For my sculpties I use AC3D. Its a very simple but effective 3D program and you don't need to have Blender or Maya skills to handle it. You can download a trial version here www.inivis.com.
After the download open the program and you will see four different sections which will display your sculpt from each angle.
What we do first is to Import one of the Second Life prims, that are included in the download. You will find it in the folder /Applications/ac3d/Models/Second Life. You will find there: Cylinder, Sphere and Subdcube. What we need now is the Subdcube.
Here you can see it after the import. Each section displays a different side of the cube. I use only one window to work with. And that would be the one on the left bottom. To get into the full screen modus, click the small icon on the upper left of the window. (see orange arrows) You can switch back any time by pushing the space bar.

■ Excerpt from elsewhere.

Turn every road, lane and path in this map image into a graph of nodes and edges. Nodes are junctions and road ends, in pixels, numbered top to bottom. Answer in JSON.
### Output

This should be your screen afterwards. You can see that there are two sides on the top and the bottom that have in the center 4 points (Vertices). This should stay on the top and bottom (don't rotate) as we will need the plain sides to display the texture right. You can zoom via Command key (mac) and Ctrl key (PC) and rotate your view by also pushing the alt key. You need to handle these two keys to be able to move fast in the program and check all sides of the cube.

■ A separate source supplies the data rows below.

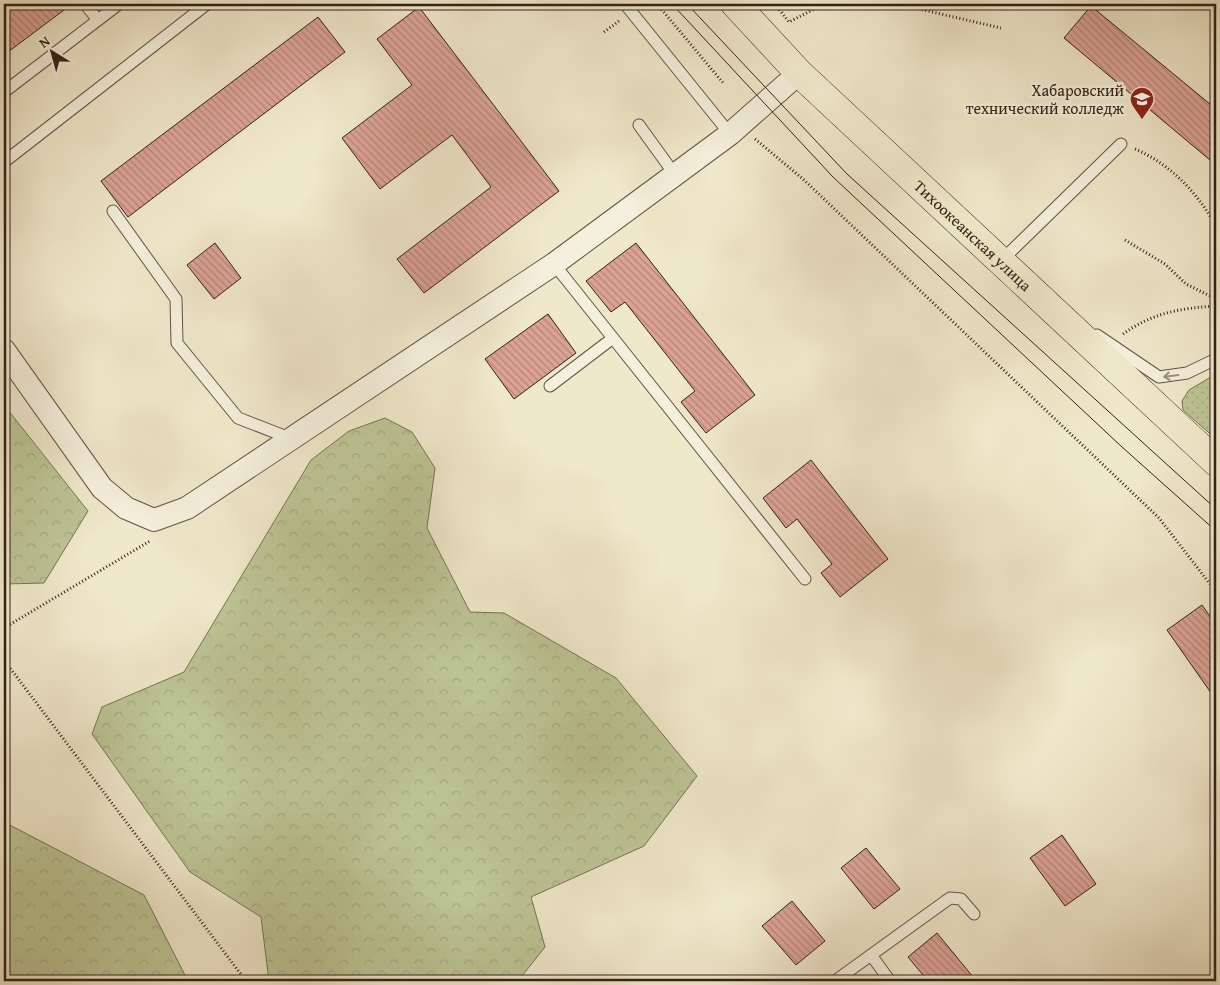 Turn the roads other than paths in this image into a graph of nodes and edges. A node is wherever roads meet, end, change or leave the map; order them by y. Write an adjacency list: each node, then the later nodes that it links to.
1 (85, 4): 7 (lane)
2 (118, 4): 7 (lane)
3 (207, 4): 6 (lane)
4 (625, 4): 11 (lane)
5 (735, 4): 8 (main road, Тихоокеанская улица)
6 (191, 8): 13 (lane)
7 (98, 20): 9 (lane)
8 (799, 73): 11 (street); 16 (main road, Тихоокеанская улица)
9 (4, 92)
10 (639, 125): 14 (lane)
11 (735, 130): 14 (street)
12 (1121, 144): 16 (lane)
13 (4, 162)
14 (675, 175): 17 (street)
15 (113, 211): 23 (lane)
16 (1001, 261): 18 (main road, Тихоокеанская улица)
17 (554, 264): 19 (lane); 23 (street)
18 (1036, 294): 21 (lane, one-way to 18); 24 (main road, Тихоокеанская улица)
19 (613, 338): 22 (lane); 25 (lane)
20 (4, 350): 23 (street)
21 (1216, 359)
22 (550, 386)
23 (292, 439)
24 (1216, 462)
25 (805, 579)
26 (974, 914): 27 (lane)
27 (870, 955): 28 (lane); 29 (lane)
28 (836, 981)
29 (890, 981)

Resize the cube now by activating the two buttons on the left upper corner (see orange arrows) and click the resize point in the center and drag it with your mouse to the left. (dont resize it from the top to the bottom!)

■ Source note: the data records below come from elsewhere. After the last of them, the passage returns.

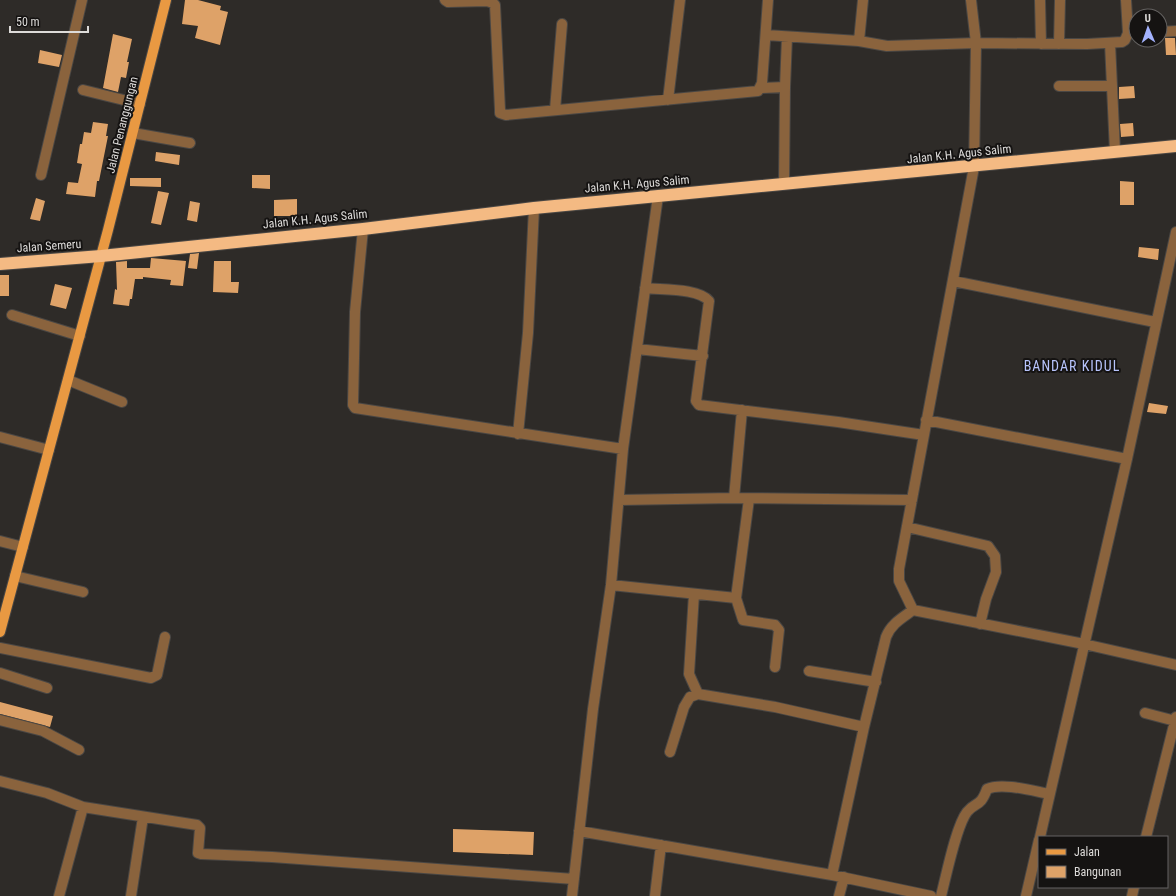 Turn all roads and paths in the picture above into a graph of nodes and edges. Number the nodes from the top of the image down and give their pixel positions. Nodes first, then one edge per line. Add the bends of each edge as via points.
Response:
1 (82, 0) edge
2 (166, 0) edge
3 (445, 0) edge
4 (680, 0) edge
5 (768, 0) edge
6 (862, 0) edge
7 (971, 0) edge
8 (1040, 0) edge
9 (1060, 0) edge
10 (1126, 0) edge
11 (1128, 11) edge
12 (562, 24) dead end
13 (766, 35) junction
14 (787, 37) junction
15 (1128, 37) edge
16 (859, 41) junction
17 (976, 43) junction
18 (1110, 43) junction
19 (1041, 44) junction
20 (1060, 44) junction
21 (1059, 86) dead end
22 (1112, 86) junction
23 (785, 87) junction
24 (761, 88) junction
25 (83, 90) dead end
26 (668, 100) junction
27 (140, 104) junction
28 (555, 110) junction
29 (133, 133) junction
30 (190, 143) dead end
31 (1176, 146) edge
32 (1115, 152) junction
33 (974, 167) junction
34 (41, 175) dead end
35 (784, 184) junction
36 (658, 196) junction
37 (534, 208) junction
38 (363, 229) junction
39 (1176, 232) edge
40 (101, 256) junction
41 (0, 264) edge
42 (953, 281) junction
43 (645, 288) junction
44 (12, 315) dead end
45 (1155, 322) junction
46 (80, 336) junction
47 (637, 349) junction
48 (703, 356) junction
49 (68, 380) junction
50 (122, 402) dead end
51 (742, 410) junction
52 (926, 420) junction
53 (518, 434) junction
54 (924, 435) junction
55 (0, 438) edge
56 (623, 449) junction
57 (49, 450) junction
58 (1127, 459) junction
59 (734, 498) junction
60 (748, 498) junction
61 (620, 500) junction
62 (912, 500) junction
63 (907, 527) junction
64 (0, 541) edge
65 (23, 547) junction
66 (15, 576) junction
67 (611, 585) junction
68 (83, 592) dead end
69 (694, 594) junction
70 (736, 598) junction
71 (913, 610) junction
72 (2, 616) edge
73 (980, 624) junction
74 (0, 632) edge
75 (165, 636) dead end
76 (1084, 644) junction
77 (0, 648) edge
78 (1176, 665) edge
79 (775, 667) dead end
80 (809, 671) dead end
81 (0, 673) edge
82 (876, 682) junction
83 (47, 688) dead end
84 (698, 694) junction
85 (1145, 713) dead end
86 (1176, 719) edge
87 (0, 720) edge
88 (864, 727) junction
89 (79, 750) dead end
90 (670, 752) dead end
91 (0, 781) edge
92 (1049, 794) junction
93 (83, 807) junction
94 (143, 817) junction
95 (579, 831) junction
96 (1040, 836) edge
97 (1146, 836) edge
98 (1038, 844) edge
99 (661, 845) junction
100 (832, 875) junction
101 (844, 878) junction
102 (574, 879) junction
103 (59, 896) edge
104 (131, 896) edge
105 (572, 896) edge
106 (655, 896) edge
107 (839, 896) edge
108 (931, 896) edge
109 (941, 896) edge
110 (1026, 896) edge

1 - 34 street
2 - 27 main road, Jalan Penanggungan
3 - 28 street via 487,1 495,6 500,113 508,115
4 - 26 street
5 - 13 street
6 - 16 street
7 - 17 street
8 - 19 street
9 - 20 street
10 - 11 street
12 - 28 street
13 - 14 street
13 - 24 street
14 - 16 street
14 - 23 street
15 - 18 street via 1122,42
16 - 17 street via 887,46
17 - 19 street
17 - 33 street
18 - 20 street
18 - 22 street
19 - 20 street
21 - 22 street
22 - 32 street
23 - 24 street
23 - 35 street
24 - 26 street via 755,92
25 - 27 street
26 - 28 street
27 - 29 main road, Jalan Penanggungan
29 - 30 street
29 - 40 main road, Jalan Penanggungan
31 - 32 highway, Jalan K.H. Agus Salim
32 - 33 highway, Jalan K.H. Agus Salim
33 - 35 highway, Jalan K.H. Agus Salim
33 - 42 street
35 - 36 highway, Jalan K.H. Agus Salim
36 - 37 highway, Jalan K.H. Agus Salim
36 - 43 street
37 - 38 highway, Jalan K.H. Agus Salim
37 - 53 street via 528,333
38 - 40 highway, Jalan K.H. Agus Salim
38 - 53 street via 355,312 355,408
39 - 45 street
40 - 41 highway, Jalan Semeru
40 - 46 main road, Jalan Penanggungan
42 - 45 street
42 - 52 street
43 - 47 street
43 - 48 street via 692,292 706,296 709,301
44 - 46 street
45 - 58 street
46 - 49 main road, Jalan Penanggungan
47 - 48 street
47 - 56 street
48 - 51 street via 696,401 699,405
49 - 50 street
49 - 57 main road, Jalan Penanggungan
51 - 54 street
51 - 59 street
52 - 54 street
52 - 58 street
53 - 56 street
54 - 62 street
55 - 57 street
56 - 61 street
57 - 65 main road, Jalan Penanggungan
58 - 76 street
59 - 60 street
59 - 61 street
60 - 62 street
60 - 70 street
61 - 67 street
62 - 63 street
63 - 71 street via 898,576
63 - 73 street via 988,546 995,556 996,572
64 - 65 street
65 - 66 main road, Jalan Penanggungan
66 - 68 street
66 - 72 main road, Jalan Penanggungan
67 - 69 street
67 - 95 street
69 - 70 street
69 - 84 street via 689,674
70 - 79 street via 743,620 775,625 779,630
71 - 73 street
71 - 82 street via 889,630
72 - 74 main road, Jalan Penanggungan
73 - 76 street
75 - 77 street via 157,675 151,678
76 - 78 street
76 - 92 street
80 - 82 street
81 - 83 street
82 - 88 street
84 - 88 street via 774,707
84 - 90 street via 690,697 684,708
85 - 86 street
86 - 97 street
87 - 89 street via 43,731
88 - 100 street
91 - 93 street via 47,793
92 - 96 street
92 - 109 street via 1002,786 987,789 983,800 967,812 957,836
93 - 94 street
93 - 103 street
94 - 102 street via 197,825 200,828 198,853 201,854
94 - 104 street
95 - 99 street
95 - 102 street
98 - 110 street
99 - 100 street
99 - 106 street
100 - 101 street
101 - 107 street
101 - 108 street
102 - 105 street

Now activate the last of the four buttons on the left upper side of your screen (see orange arrow) and drag a square over half of the cube to activate the Vertices=blue small points.
Turn your view to see the side of the cube and then click the Rotate button on the upper left side (see orange arrow) and rotate the upper half of the cube a bit to the left. If you make mistakes you can go back with the Undo option in the Menu at any time: Edit->Undo. Keep the Vertices activated. If you lose them just drag a square again over them with the mouse.
Now activate the Move button in the upper left corner (see orange arrow) and move the upper half of the cube a bit to the left to equate the resized sides.
Turn your view now to see the front side of the cube and drag a square only around the Vertices seen above.
Turn your view again and click and move the activated area to the left, to resize it only to the left side.
Do the same now with the lower Vertices. As you can see, here it develops slowly into a pillow.
Click now only one Vertice to activate it and move it a bit inside the cube with the moving arrows.
Now again drag a square over above shown Vertices and size them a bit to the right (or front) to refine the edge on the side.
Now activate the upper right corner of the cube (drag a square) and resize it on the sides to make the side smaller.
Activate the three Vertices on the left side of the cube (dont drag a square here or you will also activate the Vertices on the back of the cube) and move them a bit inside the cube.
Activate the left upper corner of the cube by dragging a square over them and move them up a bit.
Don't forget to save your project.
Export the Pillow now as a Second Life Sculpted Prim. This will give out a rainbow texture in the TGA format. Export here means save it on your hard drive wherever you want it.
Sign into Second Life and rezz a cube (or sphere) and upload the tga rainbow file. Go to the Object tab and click the drop down menu and click on Sculpted.
Drag and drop your texture in the building window. Underneath you will see a drop down menu starting with Sphere. This displays the stitching type of the sculptie. It depends on the sculpt which stitching type you use. But for this pillow we will use Sphere.
Et Voila! You can texture the pillows now as you like. To specify the pillows with the appropriate shadow and light settings you can use the abc template, which you can download below (right click and save on your hardrive):
Texture your pillow with this template to see the guidelines and open this template in your photo program (whichever you use) not necessarily Photoshop and work your texture through the guidelines.
Another possibility is of course to texture it in Photoshop CS4, which has the ability to import 3D objects and paint directly on them. But that would be another tutorial.
Please experiment as much as you can with the AC3D program. The more you do, the more you will understand it.
Happy sculpting!
Love and Peace
LeeZu
Awesome!!! Havent used this program yet, seems like a piece of cake, thanks a lot for the tip :)
ReplyDeleteThis is awesome! Thank you.
ReplyDeleteIt never ceases to amaze me the number of extremely talented individuals who make Second Life a rich and fascinating environment to be in. Thanks for the post!